2.实验材料与方法:12孔、24孔细胞培养板;CO2细胞培养恒温箱;倒置微生物显微镜;-20℃、-80 ℃低温冰箱;层流超净工作台;PCR仪;DYY-Ⅲ型稳压电泳仪;DYY-Ⅲ6型转移电泳仪;Hoefer mighty SmallⅡ电泳系统;紫外分光光度计。PCR引物由中科院上海植物生理所植物分子遗传实验室合成。引物序列参见文献[1,2]。
细胞培养、反复贴壁纯化癌细胞法按文献[3]方法。模板DNA的制备按文献[4,5]方法。所有DNA样本经紫外分光光度检测波长为260 nm及230 nm处的OD值,OD值均大于1.8。多聚酶链反应(PCR)按文献[2,5]方法。PCR产物在2%琼脂糖凝胶中电泳、鉴定。PCR产物的SSCP分析按文献[6]的方法。
3.统计学方法:用Fisher′s精确概率计算法(sas6.08),结果经t检验。
结 果
实验中建立了稳定的p16基因1~3外显子(exon)片断的PCR-SSCP检测体系。
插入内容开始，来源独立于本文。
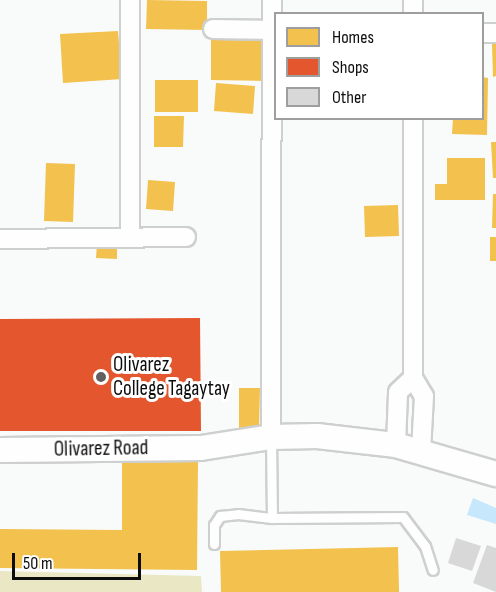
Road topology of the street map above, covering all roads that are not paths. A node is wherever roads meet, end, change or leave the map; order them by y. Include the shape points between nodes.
1 (129, 0) edge
2 (272, 0) edge
3 (213, 29) dead end
4 (274, 30) edge
5 (413, 120) edge
6 (130, 237) junction
7 (186, 237) dead end
8 (0, 239) edge
9 (413, 378) junction
10 (271, 437) junction
11 (396, 445) junction
12 (0, 450) edge
13 (421, 452) junction
14 (496, 474) edge
15 (273, 518) junction
16 (214, 544) dead end
17 (433, 570) dead end

1 - 6 street
2 - 4 street
3 - 4 street
4 - 10 street
5 - 9 street
6 - 7 street
6 - 8 street
9 - 11 street via 398,392
9 - 13 street via 424,396
10 - 11 street, Olivarez Road via 317,436
10 - 12 street, Olivarez Road via 201,448
10 - 15 lane
11 - 13 street, Olivarez Road
13 - 14 street, Olivarez Road
15 - 16 lane via 220,516 214,525
15 - 17 lane via 403,517 425,546

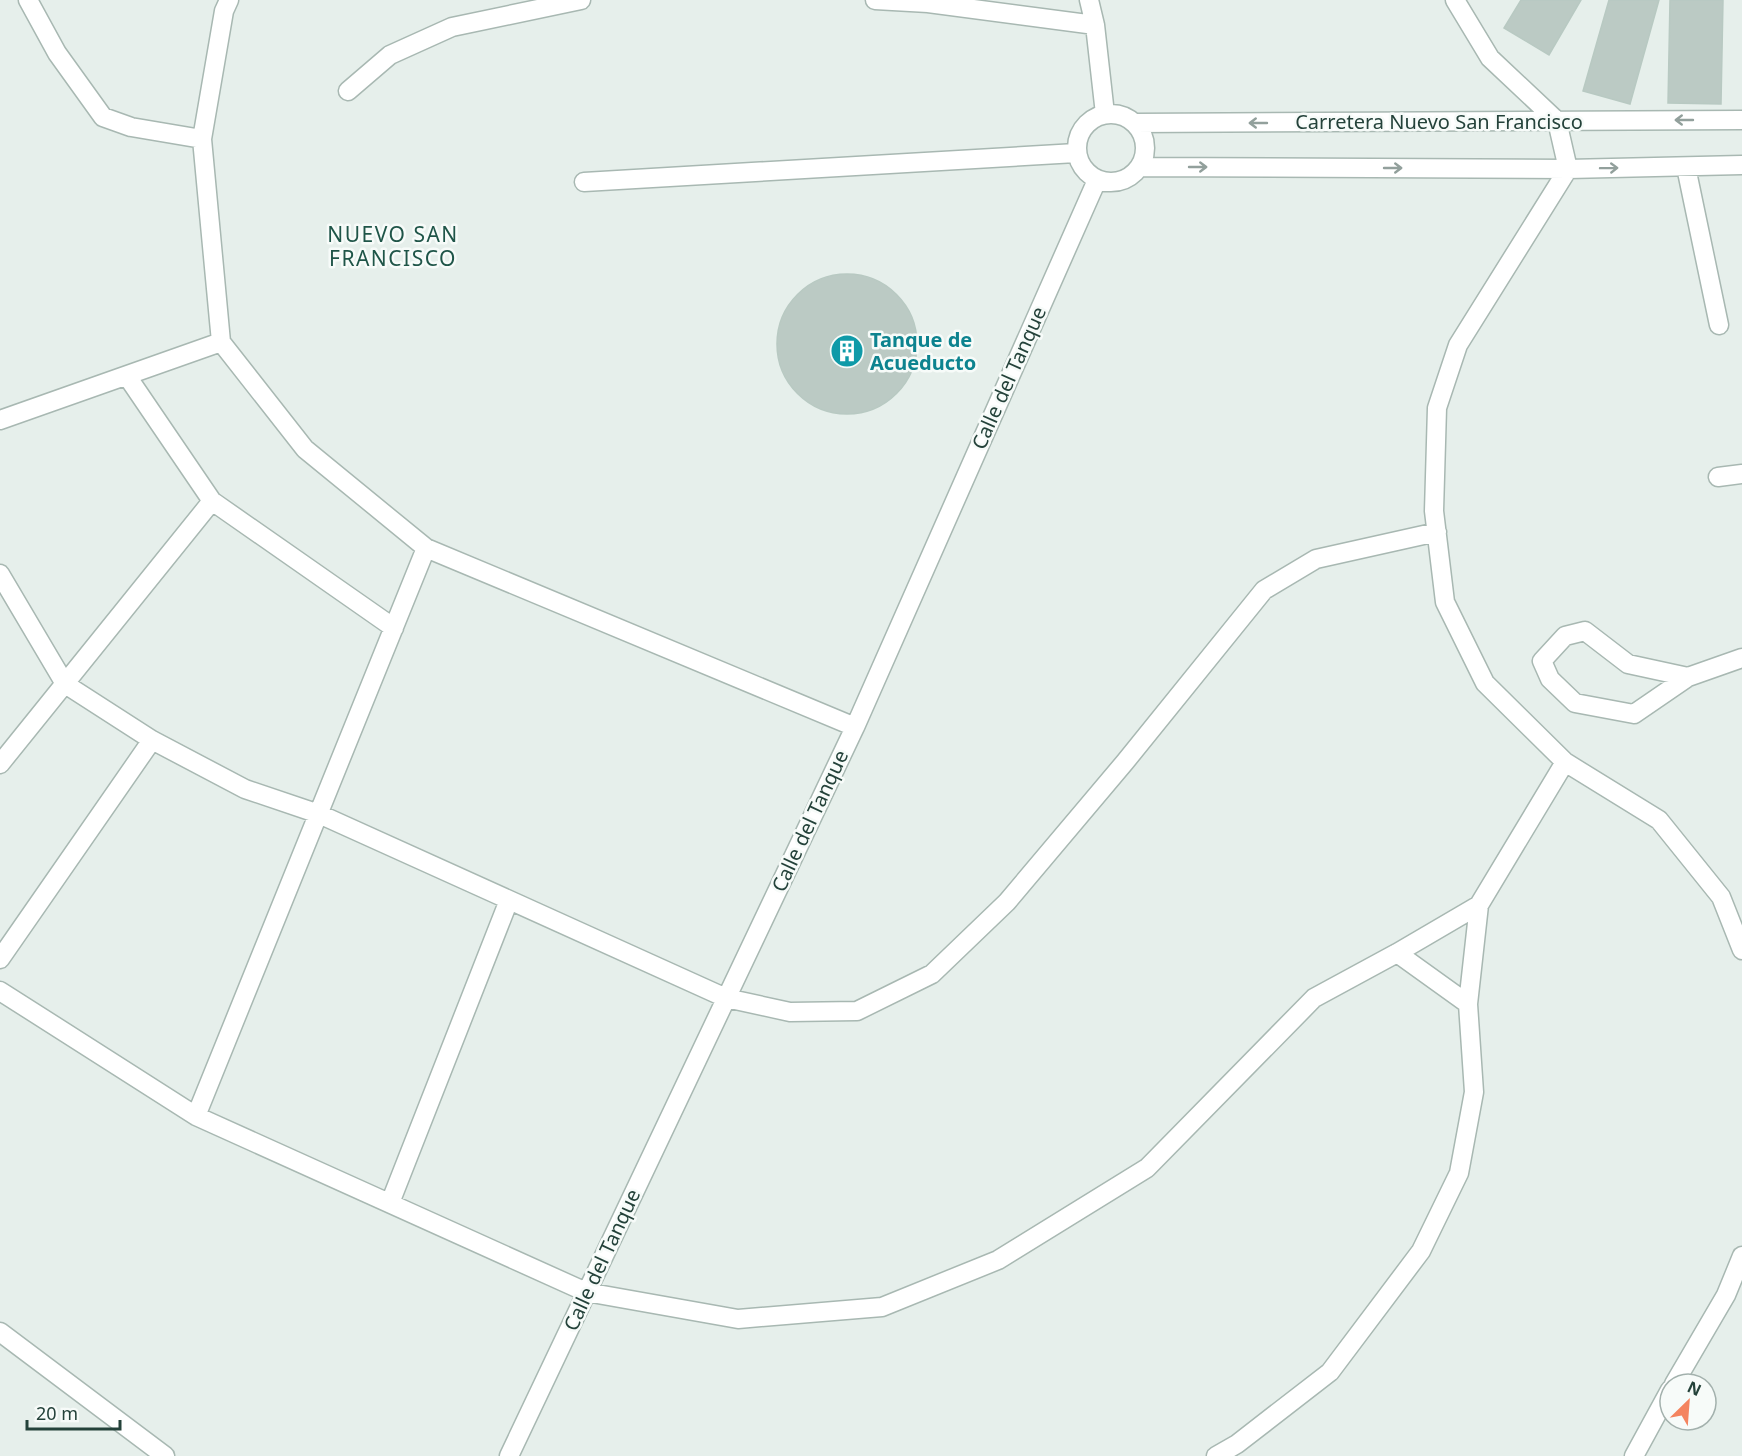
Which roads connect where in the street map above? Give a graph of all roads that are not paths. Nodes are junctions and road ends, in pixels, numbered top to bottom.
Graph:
1 (28, 0) edge
2 (228, 0) edge
3 (581, 0) edge
4 (875, 0) edge
5 (1089, 0) edge
6 (1455, 0) edge
7 (1095, 25) junction
8 (348, 91) dead end
9 (1105, 114) junction
10 (1742, 120) edge
11 (1557, 121) junction
12 (1135, 123) junction
13 (202, 139) junction
14 (1076, 153) junction
15 (1742, 165) edge
16 (1140, 167) junction
17 (1686, 167) junction
18 (1568, 169) junction
19 (1097, 180) junction
20 (584, 182) dead end
21 (1719, 325) dead end
22 (221, 342) junction
23 (127, 376) junction
24 (0, 420) edge
25 (1742, 474) edge
26 (1718, 477) dead end
27 (212, 501) junction
28 (1437, 532) junction
29 (426, 548) junction
30 (0, 574) edge
31 (394, 628) junction
32 (1742, 658) edge
33 (1688, 677) junction
34 (65, 684) junction
35 (855, 727) junction
36 (152, 740) junction
37 (1565, 762) junction
38 (0, 764) edge
39 (319, 814) junction
40 (509, 900) junction
41 (1479, 905) junction
42 (1742, 950) edge
43 (1397, 953) junction
44 (0, 959) edge
45 (0, 991) edge
46 (726, 998) junction
47 (1468, 1004) junction
48 (196, 1116) junction
49 (390, 1203) junction
50 (1742, 1256) edge
51 (586, 1292) junction
52 (0, 1332) edge
53 (1681, 1372) edge
54 (1658, 1412) edge
55 (165, 1456) edge
56 (508, 1456) edge
57 (1216, 1456) edge
58 (1634, 1456) edge

1 - 13 street
2 - 13 street
3 - 8 street
4 - 7 street
5 - 7 street
6 - 11 street
7 - 9 street
9 - 12 street
9 - 14 street
10 -> 11 street, Carretera Nuevo San Francisco
11 -> 12 street, Carretera Nuevo San Francisco
11 - 18 street
12 - 16 street
13 - 22 street
14 - 19 street
14 - 20 street
15 - 17 street
16 -> 18 street
16 - 19 street
18 -> 17 street
17 - 21 street
18 - 28 street
19 - 35 street, Calle del Tanque
22 - 23 street
22 - 29 street
23 - 24 street
23 - 27 street
25 - 26 street
27 - 31 street
27 - 34 street
28 - 37 street
28 - 46 street
29 - 31 street
29 - 35 street
30 - 34 street
31 - 39 street
32 - 33 street
33 - 33 street
34 - 36 street
34 - 38 street
35 - 46 street, Calle del Tanque
36 - 39 street
36 - 44 street
37 - 41 street
37 - 42 street
39 - 40 street
39 - 48 street
40 - 46 street
40 - 49 street
41 - 43 street
41 - 47 street
43 - 47 street
43 - 51 street
45 - 48 street
46 - 51 street, Calle del Tanque
47 - 57 street
48 - 49 street
49 - 51 street
50 - 53 street
51 - 56 street, Calle del Tanque
52 - 55 street
54 - 58 street

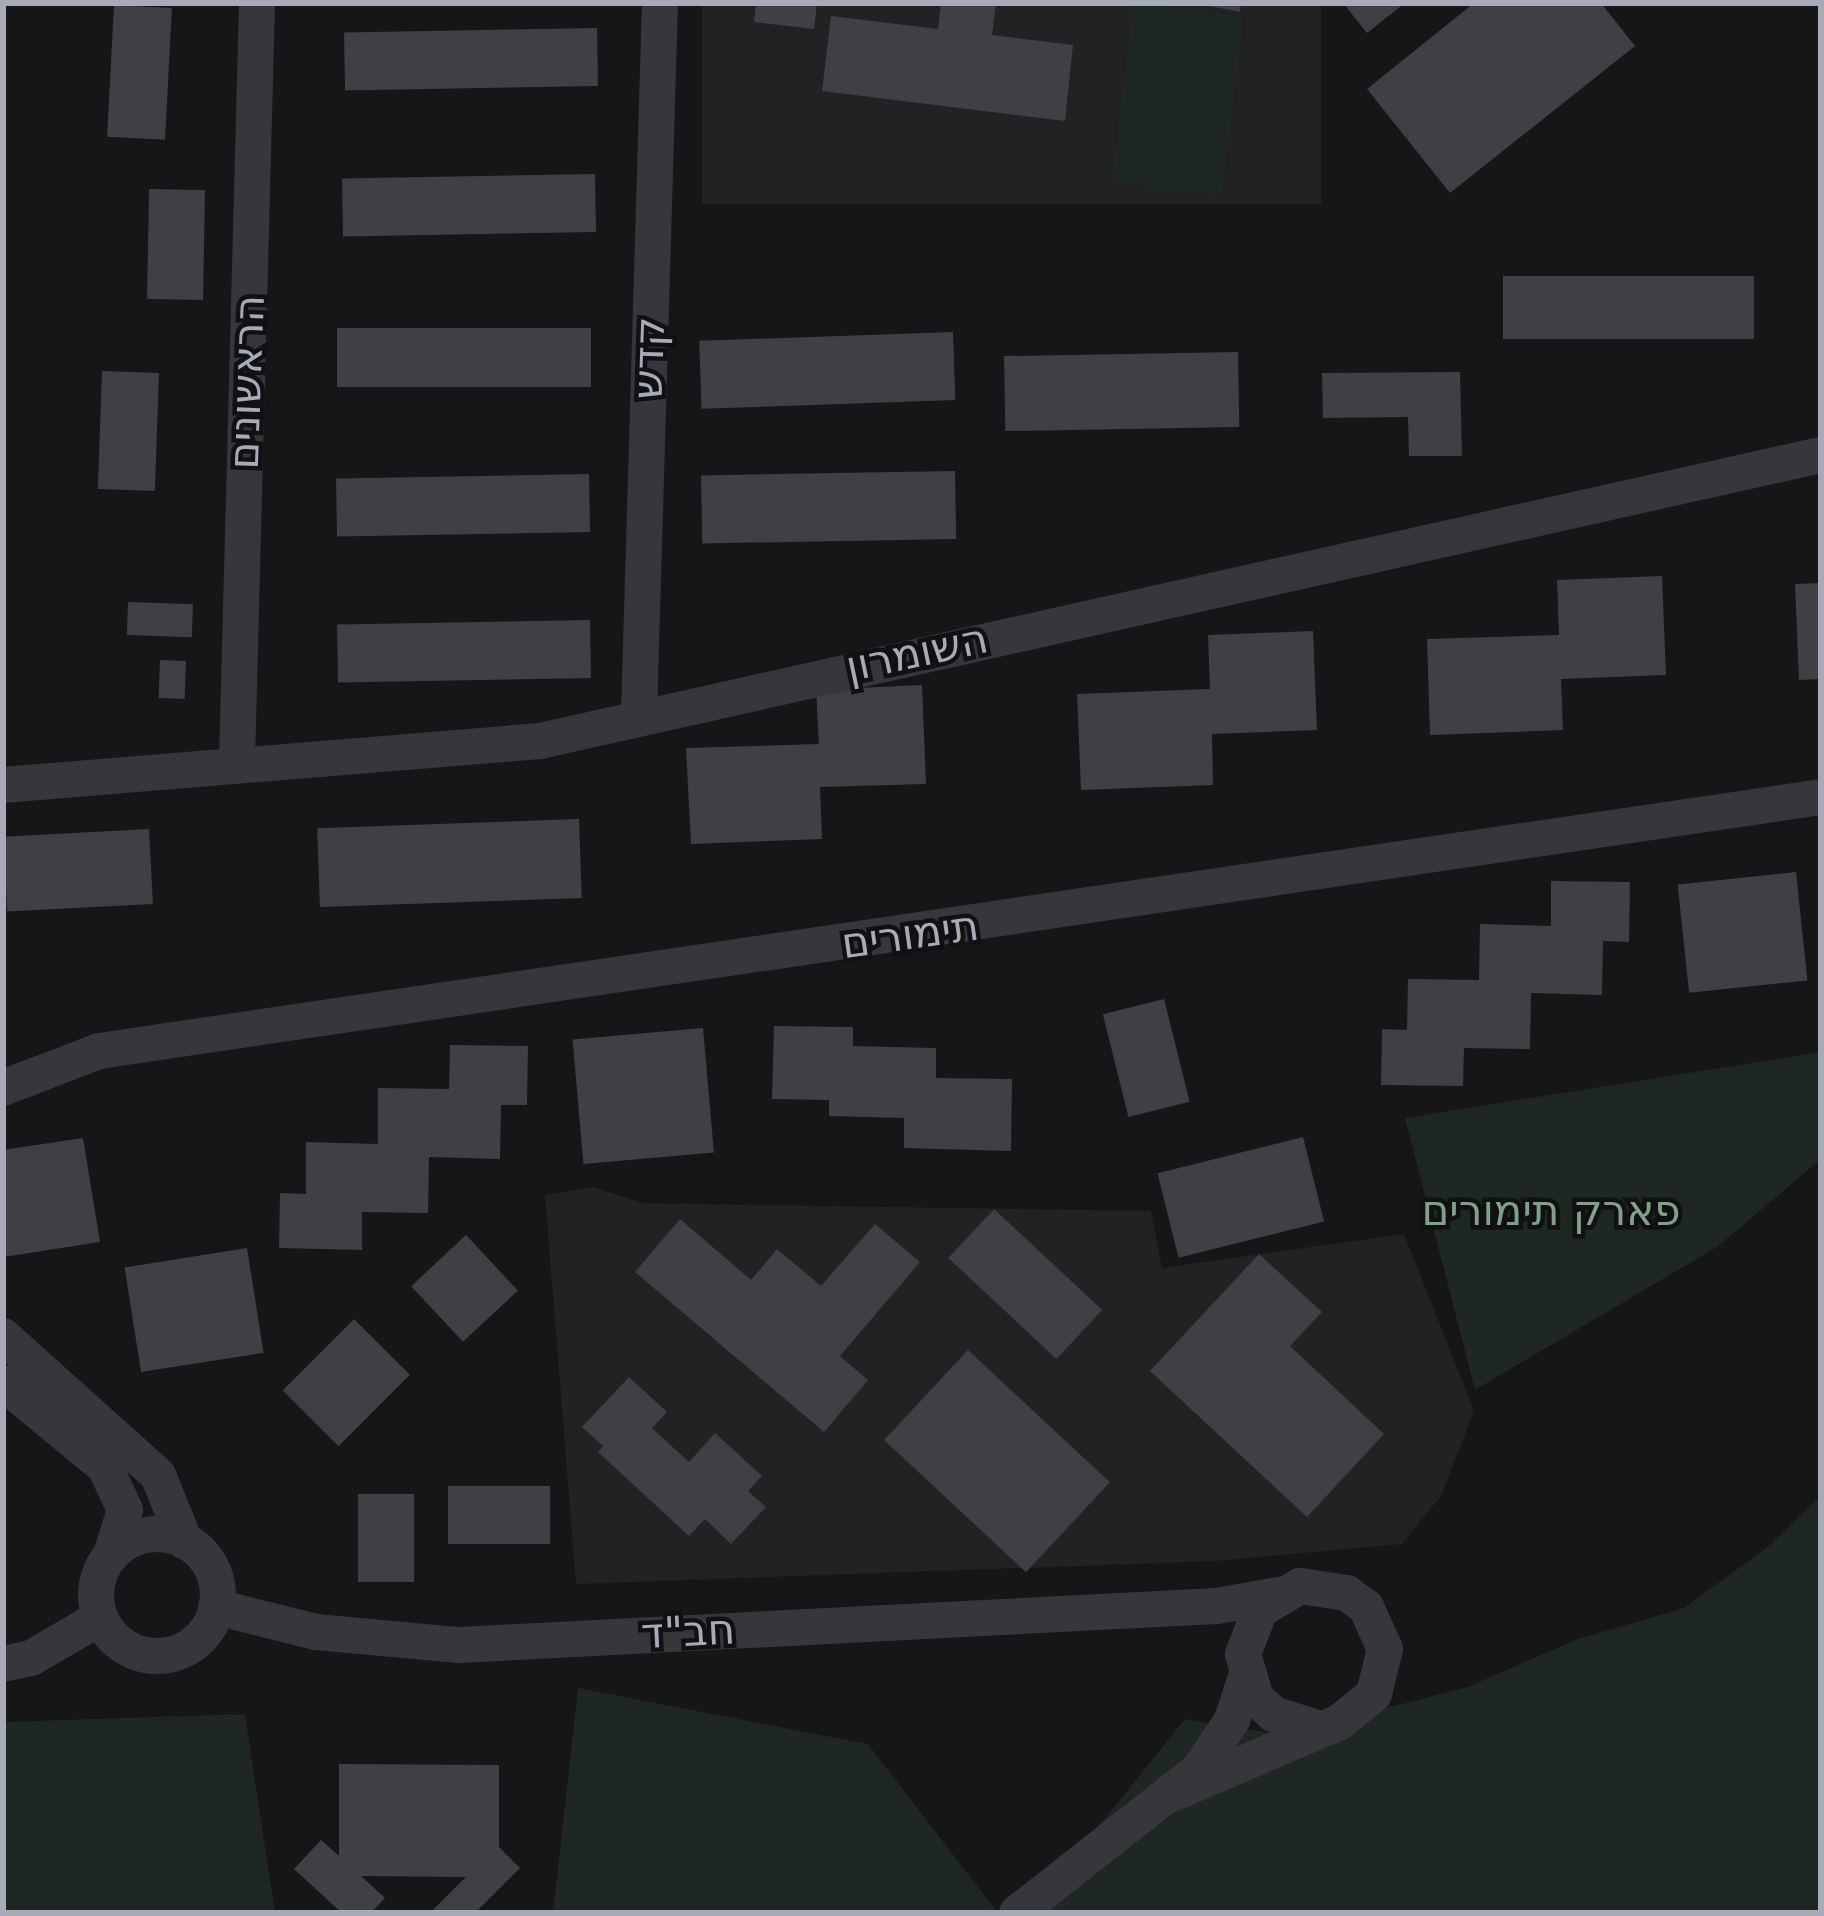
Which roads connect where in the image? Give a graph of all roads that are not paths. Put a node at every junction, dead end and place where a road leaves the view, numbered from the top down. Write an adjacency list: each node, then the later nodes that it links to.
1 (257, 3): 5 (street, הראשונים)
2 (660, 3): 4 (street, קדש)
3 (1821, 455): 4 (street, השומרון)
4 (639, 714): 5 (street, השומרון)
5 (237, 761): 6 (street, השומרון)
6 (3, 784)
7 (1821, 797): 8 (street, תימורים)
8 (3, 1088)
9 (3, 1336): 11 (street)
10 (3, 1383): 12 (street)
11 (185, 1542): 12 (street); 14 (street)
12 (111, 1555): 16 (street)
13 (1278, 1594): 15 (street, חב"ד); 18 (street); 19 (street)
14 (217, 1607): 15 (street, חב"ד); 16 (street)
15 (1163, 1609): 18 (street, חב"ד)
16 (100, 1618): 17 (street)
17 (3, 1664)
18 (1246, 1671): 19 (street); 20 (street)
19 (1317, 1728): 20 (street)
20 (1172, 1794): 21 (street)
21 (1017, 1913)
在27例石蜡包埋原发性乳腺癌标本中,1例p16基因exon1~3未见相应的扩增片段;1例exon 3未见扩增片段。14例新鲜未纯化癌标本中,1例未见exon1,1例未见exon 3相应的扩增片段。14例纯化癌细胞标本中,1例exon1~3均未见扩增片段,2例未见exon 1~2扩增片段,2例未见exon 3扩增片段。在全部扩增阳性癌标本中,仅有1例纯化癌细胞标本的p16基因第2 exon出现异常SSCP泳动条带。
纯化癌细胞组p16基因突变率为42.9%(6/14),石蜡包埋癌细胞组、新鲜未纯化癌细胞组及癌旁乳腺组织细胞组分别为7.4%、7.1%、4.9%,纯化癌细胞组突变检出率显著高于其他3组,差异有显著性意义(P<0.01),其他3组之间差异无显著意义(P>0.05)。